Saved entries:
=== Section Start ===
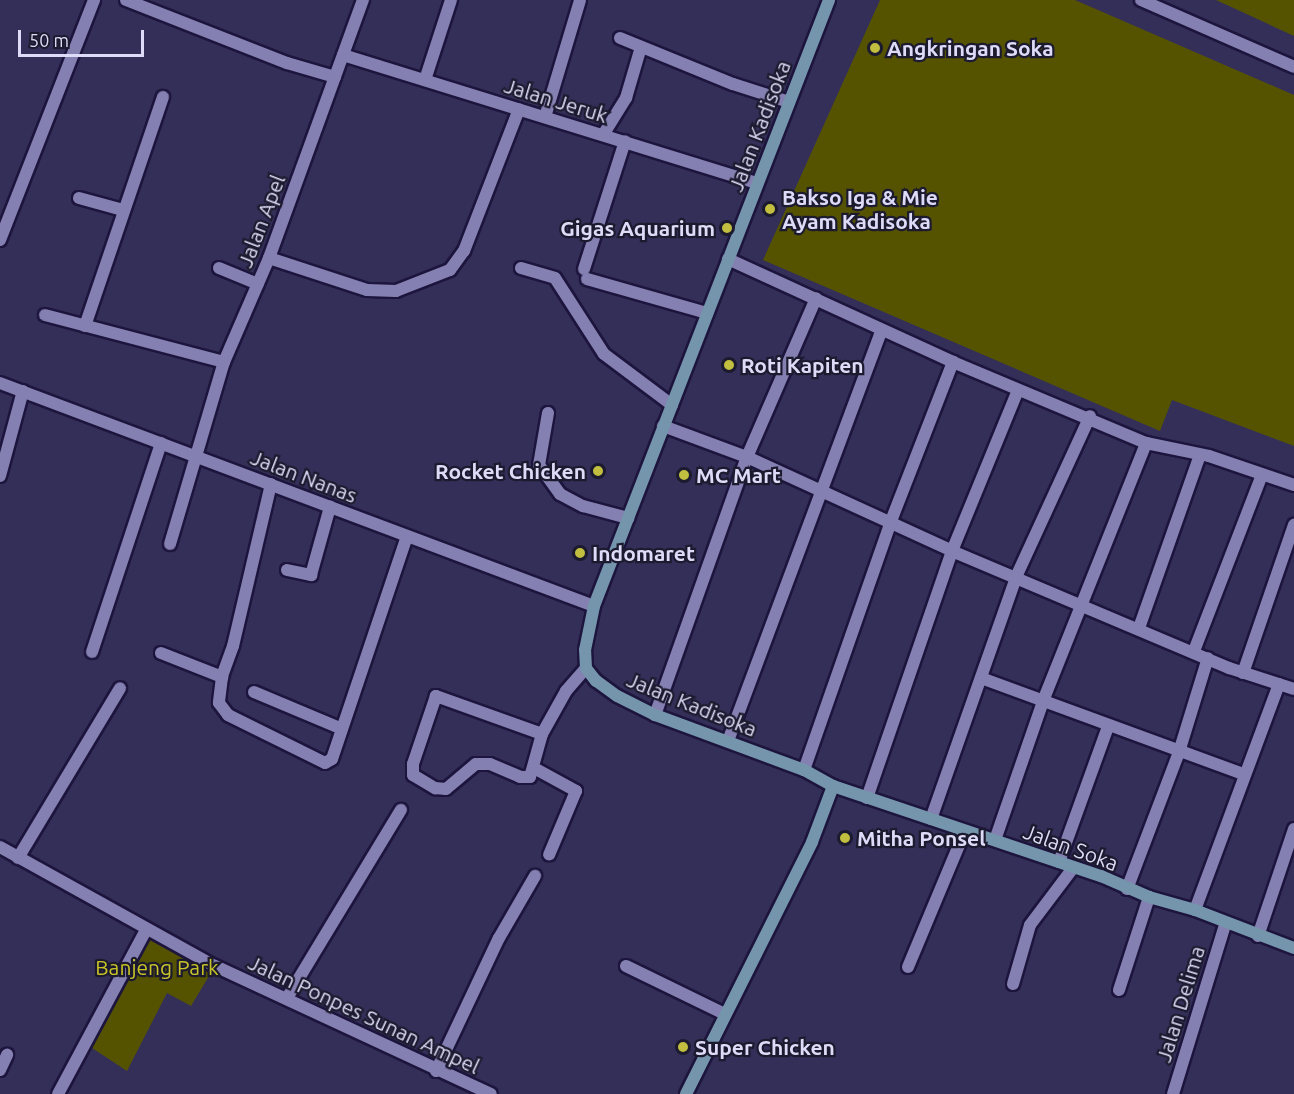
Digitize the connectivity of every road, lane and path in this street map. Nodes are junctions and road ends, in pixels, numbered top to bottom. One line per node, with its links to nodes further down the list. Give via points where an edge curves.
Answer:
1 (94, 0): 23 (street)
2 (126, 0): 12 (street, via 287,63)
3 (363, 0): 10 (street, Jalan Apel)
4 (451, 0): 13 (street)
5 (580, 0): 17 (street)
6 (829, 0): 15 (street, Jalan Kadisoka)
7 (1141, 0): 11 (street)
8 (620, 38): 9 (street)
9 (641, 47): 15 (street); 18 (street, via 626,98)
10 (343, 55): 12 (street, Jalan Apel); 13 (street, Jalan Jeruk)
11 (1294, 68)
12 (335, 77): 24 (street, Jalan Apel)
13 (425, 80): 16 (street, Jalan Jeruk)
14 (163, 97): 22 (street)
15 (789, 102): 20 (street, Jalan Kadisoka)
16 (519, 109): 17 (street, Jalan Jeruk); 24 (street, via 464,251 450,270 396,291 367,290)
17 (545, 117): 18 (street, Jalan Jeruk)
18 (603, 135): 19 (street, Jalan Jeruk)
19 (625, 141): 20 (street, Jalan Jeruk); 30 (street, via 585,274)
20 (757, 183): 25 (street, Jalan Kadisoka)
21 (80, 198): 22 (street)
22 (123, 210): 32 (street)
23 (0, 240)
24 (269, 258): 28 (street, Jalan Apel)
25 (728, 259): 29 (street); 30 (street, Jalan Kadisoka)
26 (219, 268): 28 (street)
27 (521, 268): 39 (street, via 555,278 604,354)
28 (258, 284): 34 (street, Jalan Apel)
29 (816, 298): 33 (street); 47 (street)
30 (708, 313): 39 (street, Jalan Kadisoka)
31 (45, 315): 32 (street)
32 (85, 326): 34 (street)
33 (882, 330): 35 (street); 52 (street)
34 (224, 362): 46 (street, Jalan Apel)
35 (952, 362): 37 (street); 55 (street)
36 (0, 382): 38 (street, Jalan Nanas)
37 (1018, 390): 41 (street); 59 (street)
38 (23, 391): 43 (street, Jalan Nanas); 49 (street)
39 (672, 405): 42 (street, Jalan Kadisoka)
40 (548, 413): 54 (street, via 539,465 560,494 584,506)
41 (1090, 416): 44 (street); 61 (street)
42 (663, 426): 47 (street); 54 (street, Jalan Kadisoka)
43 (160, 443): 46 (street, Jalan Nanas); 66 (street)
44 (1146, 443): 45 (street); 62 (street)
45 (1200, 455): 48 (street); 64 (street)
46 (196, 456): 50 (street, Jalan Nanas); 58 (street, Jalan Apel)
47 (747, 457): 52 (street); 78 (street)
48 (1262, 475): 51 (street); 65 (street)
49 (0, 476)
50 (271, 484): 53 (street, Jalan Nanas); 71 (street, via 233,646)
51 (1294, 485)
52 (820, 490): 55 (street); 82 (street)
53 (330, 507): 57 (street, Jalan Nanas); 60 (street, via 311,575)
54 (628, 518): 63 (street, Jalan Kadisoka)
55 (891, 521): 59 (street); 85 (street)
56 (1294, 525): 70 (street)
57 (407, 536): 63 (street, Jalan Nanas); 80 (street)
58 (170, 544)
59 (952, 551): 61 (street); 88 (street)
60 (287, 570)
61 (1016, 577): 62 (street); 72 (street)
62 (1081, 602): 64 (street); 77 (street)
63 (594, 606): 69 (street, Jalan Kadisoka, via 585,650)
64 (1139, 628): 65 (street)
65 (1194, 651): 68 (street)
66 (92, 652)
67 (161, 652): 71 (street)
68 (1208, 658): 70 (street); 83 (street)
69 (586, 668): 78 (street, Jalan Kadisoka, via 596,681); 81 (street, via 566,691)
70 (1243, 674): 73 (street)
71 (222, 677): 80 (street, via 222,710 325,763 332,759)
72 (981, 678): 77 (street); 90 (street)
73 (1280, 684): 75 (street); 86 (street)
74 (120, 688): 96 (street)
75 (1294, 689)
76 (254, 692): 80 (street)
77 (1043, 701): 79 (street); 93 (street)
78 (655, 715): 82 (street, Jalan Kadisoka)
79 (1108, 727): 83 (street); 97 (street)
80 (342, 729)
81 (542, 734): 84 (street); 84 (street, via 436,696 413,764 413,775 435,788 446,789 476,764 490,764 523,778 531,776)
82 (728, 741): 85 (street, Jalan Kadisoka)
83 (1179, 752): 86 (street); 100 (street)
84 (534, 768): 95 (street, via 576,790)
85 (804, 770): 87 (street, Jalan Kadisoka)
86 (1244, 774): 102 (street)
87 (833, 786): 88 (street, Jalan Soka); 112 (street, via 812,842)
88 (867, 798): 90 (street, Jalan Soka)
89 (401, 810): 111 (street)
90 (931, 819): 92 (street, Jalan Soka)
91 (1294, 829): 105 (street)
92 (965, 831): 93 (street, Jalan Soka); 108 (street)
93 (995, 840): 97 (street, Jalan Soka)
94 (0, 848): 96 (street, Jalan Ponpes Sunan Ampel)
95 (549, 855)
96 (18, 858): 104 (street, Jalan Ponpes Sunan Ampel)
97 (1059, 862): 98 (street, Jalan Soka)
98 (1073, 868): 100 (street, Jalan Soka); 109 (street, via 1030,925)
99 (535, 876): 115 (street, via 499,938)
100 (1127, 889): 101 (street, Jalan Soka)
101 (1149, 897): 102 (street, Jalan Soka); 110 (street)
102 (1194, 910): 103 (street, Jalan Soka)
103 (1225, 925): 105 (street, Jalan Soka); 119 (street, Jalan Delima)
104 (146, 930): 111 (street, Jalan Ponpes Sunan Ampel); 116 (street)
105 (1258, 936): 106 (street, Jalan Soka)
106 (1294, 948)
107 (626, 966): 112 (street)
108 (908, 967)
109 (1013, 984)
110 (1119, 990)
111 (287, 998): 115 (street, Jalan Ponpes Sunan Ampel)
112 (725, 1014): 118 (street)
113 (7, 1056): 114 (street)
114 (0, 1070)
115 (436, 1071): 117 (street, Jalan Ponpes Sunan Ampel)
116 (58, 1094)
117 (491, 1094)
118 (686, 1094)
119 (1173, 1094)

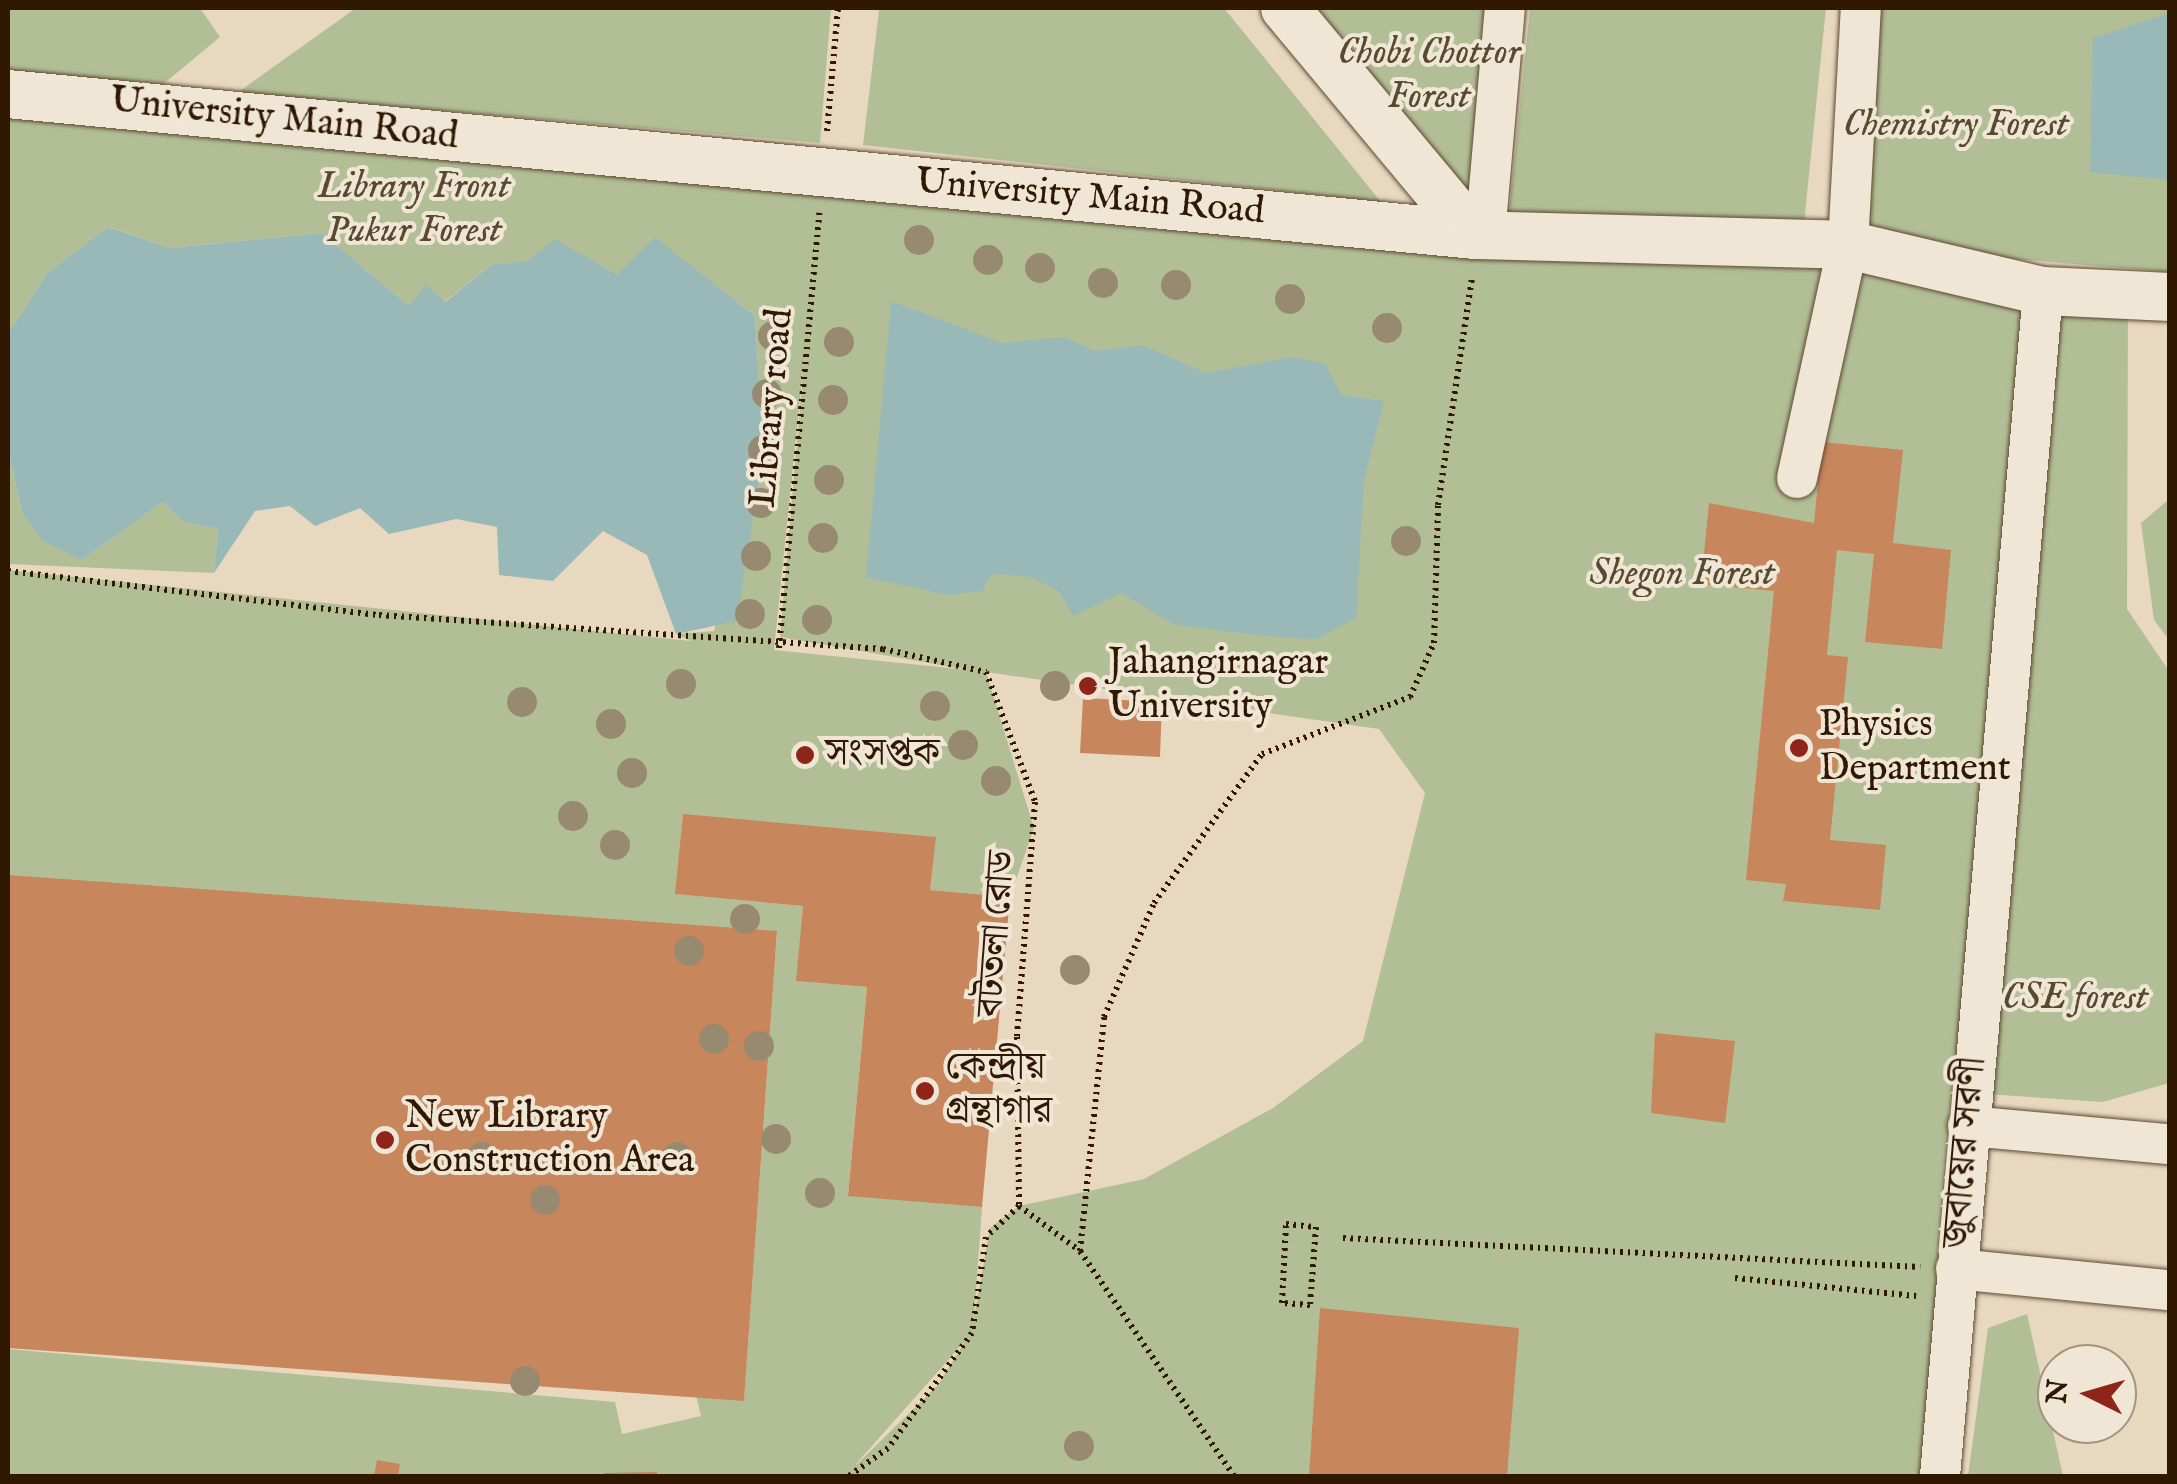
=== Section End ===
Give back every entry verbatim. No pictures belong in the copy.

— ANSWER SPACE —
Digitize the connectivity of every road, lane and path in this street map. Nodes are junctions and road ends, in pixels, numbered top to bottom. One line per node, with its links to nodes further down the list. Give via points where an edge curves.
Answer:
1 (94, 0): 23 (street)
2 (126, 0): 12 (street, via 287,63)
3 (363, 0): 10 (street, Jalan Apel)
4 (451, 0): 13 (street)
5 (580, 0): 17 (street)
6 (829, 0): 15 (street, Jalan Kadisoka)
7 (1141, 0): 11 (street)
8 (620, 38): 9 (street)
9 (641, 47): 15 (street); 18 (street, via 626,98)
10 (343, 55): 12 (street, Jalan Apel); 13 (street, Jalan Jeruk)
11 (1294, 68)
12 (335, 77): 24 (street, Jalan Apel)
13 (425, 80): 16 (street, Jalan Jeruk)
14 (163, 97): 22 (street)
15 (789, 102): 20 (street, Jalan Kadisoka)
16 (519, 109): 17 (street, Jalan Jeruk); 24 (street, via 464,251 450,270 396,291 367,290)
17 (545, 117): 18 (street, Jalan Jeruk)
18 (603, 135): 19 (street, Jalan Jeruk)
19 (625, 141): 20 (street, Jalan Jeruk); 30 (street, via 585,274)
20 (757, 183): 25 (street, Jalan Kadisoka)
21 (80, 198): 22 (street)
22 (123, 210): 32 (street)
23 (0, 240)
24 (269, 258): 28 (street, Jalan Apel)
25 (728, 259): 29 (street); 30 (street, Jalan Kadisoka)
26 (219, 268): 28 (street)
27 (521, 268): 39 (street, via 555,278 604,354)
28 (258, 284): 34 (street, Jalan Apel)
29 (816, 298): 33 (street); 47 (street)
30 (708, 313): 39 (street, Jalan Kadisoka)
31 (45, 315): 32 (street)
32 (85, 326): 34 (street)
33 (882, 330): 35 (street); 52 (street)
34 (224, 362): 46 (street, Jalan Apel)
35 (952, 362): 37 (street); 55 (street)
36 (0, 382): 38 (street, Jalan Nanas)
37 (1018, 390): 41 (street); 59 (street)
38 (23, 391): 43 (street, Jalan Nanas); 49 (street)
39 (672, 405): 42 (street, Jalan Kadisoka)
40 (548, 413): 54 (street, via 539,465 560,494 584,506)
41 (1090, 416): 44 (street); 61 (street)
42 (663, 426): 47 (street); 54 (street, Jalan Kadisoka)
43 (160, 443): 46 (street, Jalan Nanas); 66 (street)
44 (1146, 443): 45 (street); 62 (street)
45 (1200, 455): 48 (street); 64 (street)
46 (196, 456): 50 (street, Jalan Nanas); 58 (street, Jalan Apel)
47 (747, 457): 52 (street); 78 (street)
48 (1262, 475): 51 (street); 65 (street)
49 (0, 476)
50 (271, 484): 53 (street, Jalan Nanas); 71 (street, via 233,646)
51 (1294, 485)
52 (820, 490): 55 (street); 82 (street)
53 (330, 507): 57 (street, Jalan Nanas); 60 (street, via 311,575)
54 (628, 518): 63 (street, Jalan Kadisoka)
55 (891, 521): 59 (street); 85 (street)
56 (1294, 525): 70 (street)
57 (407, 536): 63 (street, Jalan Nanas); 80 (street)
58 (170, 544)
59 (952, 551): 61 (street); 88 (street)
60 (287, 570)
61 (1016, 577): 62 (street); 72 (street)
62 (1081, 602): 64 (street); 77 (street)
63 (594, 606): 69 (street, Jalan Kadisoka, via 585,650)
64 (1139, 628): 65 (street)
65 (1194, 651): 68 (street)
66 (92, 652)
67 (161, 652): 71 (street)
68 (1208, 658): 70 (street); 83 (street)
69 (586, 668): 78 (street, Jalan Kadisoka, via 596,681); 81 (street, via 566,691)
70 (1243, 674): 73 (street)
71 (222, 677): 80 (street, via 222,710 325,763 332,759)
72 (981, 678): 77 (street); 90 (street)
73 (1280, 684): 75 (street); 86 (street)
74 (120, 688): 96 (street)
75 (1294, 689)
76 (254, 692): 80 (street)
77 (1043, 701): 79 (street); 93 (street)
78 (655, 715): 82 (street, Jalan Kadisoka)
79 (1108, 727): 83 (street); 97 (street)
80 (342, 729)
81 (542, 734): 84 (street); 84 (street, via 436,696 413,764 413,775 435,788 446,789 476,764 490,764 523,778 531,776)
82 (728, 741): 85 (street, Jalan Kadisoka)
83 (1179, 752): 86 (street); 100 (street)
84 (534, 768): 95 (street, via 576,790)
85 (804, 770): 87 (street, Jalan Kadisoka)
86 (1244, 774): 102 (street)
87 (833, 786): 88 (street, Jalan Soka); 112 (street, via 812,842)
88 (867, 798): 90 (street, Jalan Soka)
89 (401, 810): 111 (street)
90 (931, 819): 92 (street, Jalan Soka)
91 (1294, 829): 105 (street)
92 (965, 831): 93 (street, Jalan Soka); 108 (street)
93 (995, 840): 97 (street, Jalan Soka)
94 (0, 848): 96 (street, Jalan Ponpes Sunan Ampel)
95 (549, 855)
96 (18, 858): 104 (street, Jalan Ponpes Sunan Ampel)
97 (1059, 862): 98 (street, Jalan Soka)
98 (1073, 868): 100 (street, Jalan Soka); 109 (street, via 1030,925)
99 (535, 876): 115 (street, via 499,938)
100 (1127, 889): 101 (street, Jalan Soka)
101 (1149, 897): 102 (street, Jalan Soka); 110 (street)
102 (1194, 910): 103 (street, Jalan Soka)
103 (1225, 925): 105 (street, Jalan Soka); 119 (street, Jalan Delima)
104 (146, 930): 111 (street, Jalan Ponpes Sunan Ampel); 116 (street)
105 (1258, 936): 106 (street, Jalan Soka)
106 (1294, 948)
107 (626, 966): 112 (street)
108 (908, 967)
109 (1013, 984)
110 (1119, 990)
111 (287, 998): 115 (street, Jalan Ponpes Sunan Ampel)
112 (725, 1014): 118 (street)
113 (7, 1056): 114 (street)
114 (0, 1070)
115 (436, 1071): 117 (street, Jalan Ponpes Sunan Ampel)
116 (58, 1094)
117 (491, 1094)
118 (686, 1094)
119 (1173, 1094)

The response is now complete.